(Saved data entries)
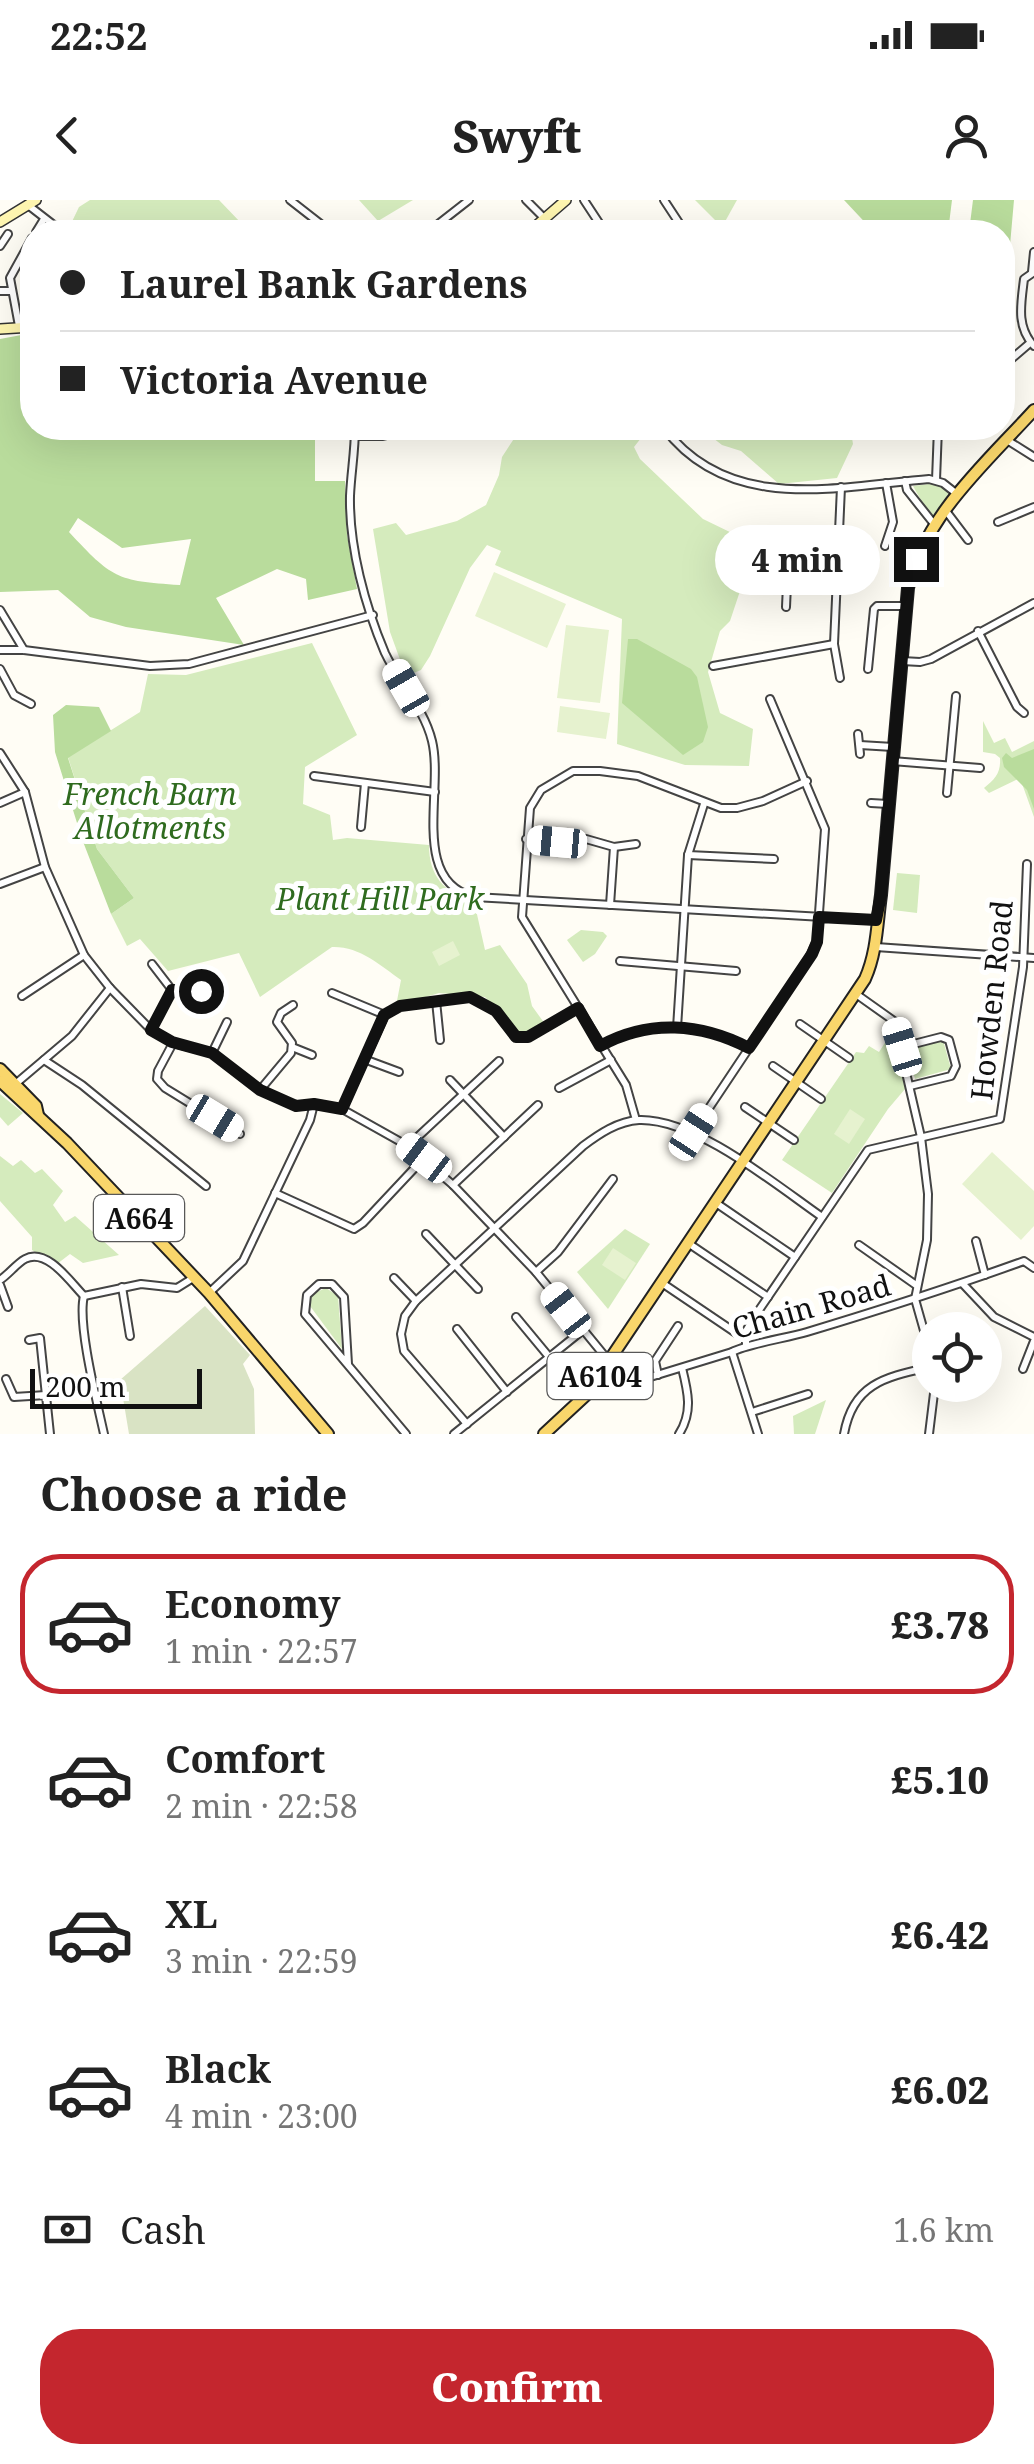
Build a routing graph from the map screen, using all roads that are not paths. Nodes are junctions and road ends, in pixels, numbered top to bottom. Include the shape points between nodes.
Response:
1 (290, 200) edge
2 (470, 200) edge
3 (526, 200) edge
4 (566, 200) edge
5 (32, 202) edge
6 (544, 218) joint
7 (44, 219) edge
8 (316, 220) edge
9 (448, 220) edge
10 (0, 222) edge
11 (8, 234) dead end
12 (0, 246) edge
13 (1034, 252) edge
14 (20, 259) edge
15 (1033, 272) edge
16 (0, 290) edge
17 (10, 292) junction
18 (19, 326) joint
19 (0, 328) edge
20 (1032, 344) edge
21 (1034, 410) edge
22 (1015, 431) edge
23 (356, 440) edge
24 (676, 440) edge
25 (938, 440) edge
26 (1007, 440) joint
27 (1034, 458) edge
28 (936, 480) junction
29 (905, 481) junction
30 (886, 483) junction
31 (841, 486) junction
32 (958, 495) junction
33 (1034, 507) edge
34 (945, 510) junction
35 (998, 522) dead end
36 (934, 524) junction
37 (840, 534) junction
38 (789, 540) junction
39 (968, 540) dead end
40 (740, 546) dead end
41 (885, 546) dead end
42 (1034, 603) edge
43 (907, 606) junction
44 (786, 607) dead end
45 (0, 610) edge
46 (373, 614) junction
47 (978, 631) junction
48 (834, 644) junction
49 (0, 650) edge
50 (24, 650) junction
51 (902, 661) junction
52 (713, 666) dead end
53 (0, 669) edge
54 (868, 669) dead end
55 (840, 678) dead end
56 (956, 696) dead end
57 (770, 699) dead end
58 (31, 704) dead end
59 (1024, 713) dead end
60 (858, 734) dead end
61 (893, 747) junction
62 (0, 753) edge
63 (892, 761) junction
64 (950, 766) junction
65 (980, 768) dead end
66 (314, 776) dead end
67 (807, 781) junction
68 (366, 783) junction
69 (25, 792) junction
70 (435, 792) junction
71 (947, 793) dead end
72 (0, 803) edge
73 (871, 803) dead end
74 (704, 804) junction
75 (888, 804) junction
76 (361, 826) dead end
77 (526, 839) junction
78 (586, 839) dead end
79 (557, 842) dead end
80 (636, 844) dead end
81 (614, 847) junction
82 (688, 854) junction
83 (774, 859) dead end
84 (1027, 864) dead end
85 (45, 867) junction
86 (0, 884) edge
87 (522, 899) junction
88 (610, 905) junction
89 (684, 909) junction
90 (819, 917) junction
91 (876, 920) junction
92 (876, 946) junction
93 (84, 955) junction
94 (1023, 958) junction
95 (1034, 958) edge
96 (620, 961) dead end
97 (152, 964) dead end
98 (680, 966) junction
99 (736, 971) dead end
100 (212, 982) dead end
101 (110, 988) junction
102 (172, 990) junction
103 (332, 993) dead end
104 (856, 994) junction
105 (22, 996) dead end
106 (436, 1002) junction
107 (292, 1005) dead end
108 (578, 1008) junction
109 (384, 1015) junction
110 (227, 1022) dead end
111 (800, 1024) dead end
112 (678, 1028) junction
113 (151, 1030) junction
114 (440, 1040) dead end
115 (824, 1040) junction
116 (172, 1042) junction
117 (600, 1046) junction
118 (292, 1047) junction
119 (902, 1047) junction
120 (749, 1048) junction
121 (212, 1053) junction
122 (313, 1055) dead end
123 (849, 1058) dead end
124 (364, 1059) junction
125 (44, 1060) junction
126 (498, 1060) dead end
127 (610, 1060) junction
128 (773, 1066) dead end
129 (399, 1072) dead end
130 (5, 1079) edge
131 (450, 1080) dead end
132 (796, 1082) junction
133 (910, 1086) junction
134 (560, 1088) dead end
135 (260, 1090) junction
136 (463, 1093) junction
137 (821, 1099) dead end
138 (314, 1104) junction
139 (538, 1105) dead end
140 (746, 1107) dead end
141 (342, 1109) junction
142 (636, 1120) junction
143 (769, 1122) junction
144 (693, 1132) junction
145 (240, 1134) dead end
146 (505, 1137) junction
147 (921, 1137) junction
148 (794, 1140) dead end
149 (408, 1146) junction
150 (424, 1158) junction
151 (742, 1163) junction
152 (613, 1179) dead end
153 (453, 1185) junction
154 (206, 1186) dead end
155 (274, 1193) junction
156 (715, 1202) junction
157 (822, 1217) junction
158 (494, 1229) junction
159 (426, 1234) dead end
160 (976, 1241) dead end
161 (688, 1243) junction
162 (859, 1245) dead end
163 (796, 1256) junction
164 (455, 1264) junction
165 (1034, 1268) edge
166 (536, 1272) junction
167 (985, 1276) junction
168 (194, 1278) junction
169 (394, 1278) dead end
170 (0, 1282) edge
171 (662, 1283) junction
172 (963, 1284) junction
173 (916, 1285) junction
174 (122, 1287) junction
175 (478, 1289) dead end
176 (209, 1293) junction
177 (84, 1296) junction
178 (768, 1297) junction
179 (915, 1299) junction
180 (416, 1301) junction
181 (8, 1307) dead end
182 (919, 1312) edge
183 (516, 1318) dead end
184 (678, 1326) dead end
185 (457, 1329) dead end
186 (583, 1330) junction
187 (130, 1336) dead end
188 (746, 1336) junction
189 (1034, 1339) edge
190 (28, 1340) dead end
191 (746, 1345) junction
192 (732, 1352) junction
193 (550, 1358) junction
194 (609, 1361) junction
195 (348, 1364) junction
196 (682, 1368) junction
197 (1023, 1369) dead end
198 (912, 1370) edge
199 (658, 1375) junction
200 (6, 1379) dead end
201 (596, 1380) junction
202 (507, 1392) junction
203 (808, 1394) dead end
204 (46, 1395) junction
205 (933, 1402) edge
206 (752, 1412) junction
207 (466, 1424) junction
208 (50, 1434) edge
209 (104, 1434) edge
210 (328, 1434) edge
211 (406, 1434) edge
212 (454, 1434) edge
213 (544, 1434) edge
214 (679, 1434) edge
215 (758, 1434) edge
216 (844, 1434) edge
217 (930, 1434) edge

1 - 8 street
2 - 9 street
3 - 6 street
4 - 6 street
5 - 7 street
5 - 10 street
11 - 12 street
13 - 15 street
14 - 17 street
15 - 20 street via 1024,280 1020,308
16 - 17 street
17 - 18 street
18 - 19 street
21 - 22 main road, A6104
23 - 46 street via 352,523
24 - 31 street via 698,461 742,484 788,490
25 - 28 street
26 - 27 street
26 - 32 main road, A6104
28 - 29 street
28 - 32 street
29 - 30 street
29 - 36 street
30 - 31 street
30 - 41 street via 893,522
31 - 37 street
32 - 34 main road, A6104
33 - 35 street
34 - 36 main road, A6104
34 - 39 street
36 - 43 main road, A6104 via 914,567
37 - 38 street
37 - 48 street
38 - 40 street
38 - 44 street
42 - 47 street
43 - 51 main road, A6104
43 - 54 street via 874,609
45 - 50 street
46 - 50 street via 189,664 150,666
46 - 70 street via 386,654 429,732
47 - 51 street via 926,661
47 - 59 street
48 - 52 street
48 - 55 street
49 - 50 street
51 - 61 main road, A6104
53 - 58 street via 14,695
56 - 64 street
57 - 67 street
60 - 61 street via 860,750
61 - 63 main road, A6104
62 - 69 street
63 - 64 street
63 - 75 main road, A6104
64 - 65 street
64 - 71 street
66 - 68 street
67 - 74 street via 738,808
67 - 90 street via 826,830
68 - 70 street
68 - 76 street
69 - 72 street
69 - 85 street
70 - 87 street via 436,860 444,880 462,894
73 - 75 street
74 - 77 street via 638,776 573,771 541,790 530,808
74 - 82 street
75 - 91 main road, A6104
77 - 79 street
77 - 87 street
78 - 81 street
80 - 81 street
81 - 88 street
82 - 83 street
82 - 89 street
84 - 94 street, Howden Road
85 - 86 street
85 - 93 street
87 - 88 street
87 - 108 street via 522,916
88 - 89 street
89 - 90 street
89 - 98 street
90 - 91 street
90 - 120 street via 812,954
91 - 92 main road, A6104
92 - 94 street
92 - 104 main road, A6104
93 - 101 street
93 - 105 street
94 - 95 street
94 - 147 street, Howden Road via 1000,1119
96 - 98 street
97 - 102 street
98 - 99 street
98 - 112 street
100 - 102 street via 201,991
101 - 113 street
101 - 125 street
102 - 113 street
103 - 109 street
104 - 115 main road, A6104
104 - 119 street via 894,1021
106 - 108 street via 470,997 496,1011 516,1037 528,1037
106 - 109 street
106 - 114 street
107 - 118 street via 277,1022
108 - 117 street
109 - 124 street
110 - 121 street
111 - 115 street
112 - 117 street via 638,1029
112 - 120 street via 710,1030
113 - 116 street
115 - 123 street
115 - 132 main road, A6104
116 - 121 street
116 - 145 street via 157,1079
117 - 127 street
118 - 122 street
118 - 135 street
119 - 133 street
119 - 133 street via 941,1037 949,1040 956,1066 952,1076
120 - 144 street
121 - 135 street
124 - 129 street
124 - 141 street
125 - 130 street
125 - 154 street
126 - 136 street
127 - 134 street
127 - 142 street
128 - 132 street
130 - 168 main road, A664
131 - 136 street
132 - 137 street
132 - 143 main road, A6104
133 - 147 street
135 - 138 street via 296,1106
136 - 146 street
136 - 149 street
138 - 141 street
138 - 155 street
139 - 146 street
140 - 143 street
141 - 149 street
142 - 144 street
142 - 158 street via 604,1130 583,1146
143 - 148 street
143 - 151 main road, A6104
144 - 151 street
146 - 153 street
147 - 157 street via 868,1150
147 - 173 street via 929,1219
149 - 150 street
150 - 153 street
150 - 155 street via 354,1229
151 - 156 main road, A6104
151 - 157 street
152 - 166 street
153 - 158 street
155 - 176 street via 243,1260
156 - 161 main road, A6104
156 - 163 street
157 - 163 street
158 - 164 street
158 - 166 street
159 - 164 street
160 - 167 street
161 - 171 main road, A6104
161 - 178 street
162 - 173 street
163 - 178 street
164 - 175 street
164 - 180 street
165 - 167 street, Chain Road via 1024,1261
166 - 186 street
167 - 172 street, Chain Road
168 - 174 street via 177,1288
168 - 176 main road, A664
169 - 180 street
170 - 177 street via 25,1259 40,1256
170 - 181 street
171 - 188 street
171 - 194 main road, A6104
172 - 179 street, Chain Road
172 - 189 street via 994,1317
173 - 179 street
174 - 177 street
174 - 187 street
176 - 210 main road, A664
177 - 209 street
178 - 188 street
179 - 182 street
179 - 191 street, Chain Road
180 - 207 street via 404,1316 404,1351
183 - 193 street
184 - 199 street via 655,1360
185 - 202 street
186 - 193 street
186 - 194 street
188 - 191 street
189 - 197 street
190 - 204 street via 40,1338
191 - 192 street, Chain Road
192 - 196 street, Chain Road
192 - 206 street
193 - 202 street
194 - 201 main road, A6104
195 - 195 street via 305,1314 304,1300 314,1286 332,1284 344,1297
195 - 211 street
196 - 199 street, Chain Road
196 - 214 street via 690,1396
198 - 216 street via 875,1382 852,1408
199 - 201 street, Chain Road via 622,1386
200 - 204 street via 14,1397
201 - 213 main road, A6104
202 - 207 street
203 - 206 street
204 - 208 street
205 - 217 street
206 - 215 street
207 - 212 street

WHAT TO PRODUCE -> The word "Chain" appears in some lines of the data. Copy every one of those lines.

WRITTEN ANSWER ->
165 - 167 street, Chain Road via 1024,1261
167 - 172 street, Chain Road
172 - 179 street, Chain Road
179 - 191 street, Chain Road
191 - 192 street, Chain Road
192 - 196 street, Chain Road
196 - 199 street, Chain Road
199 - 201 street, Chain Road via 622,1386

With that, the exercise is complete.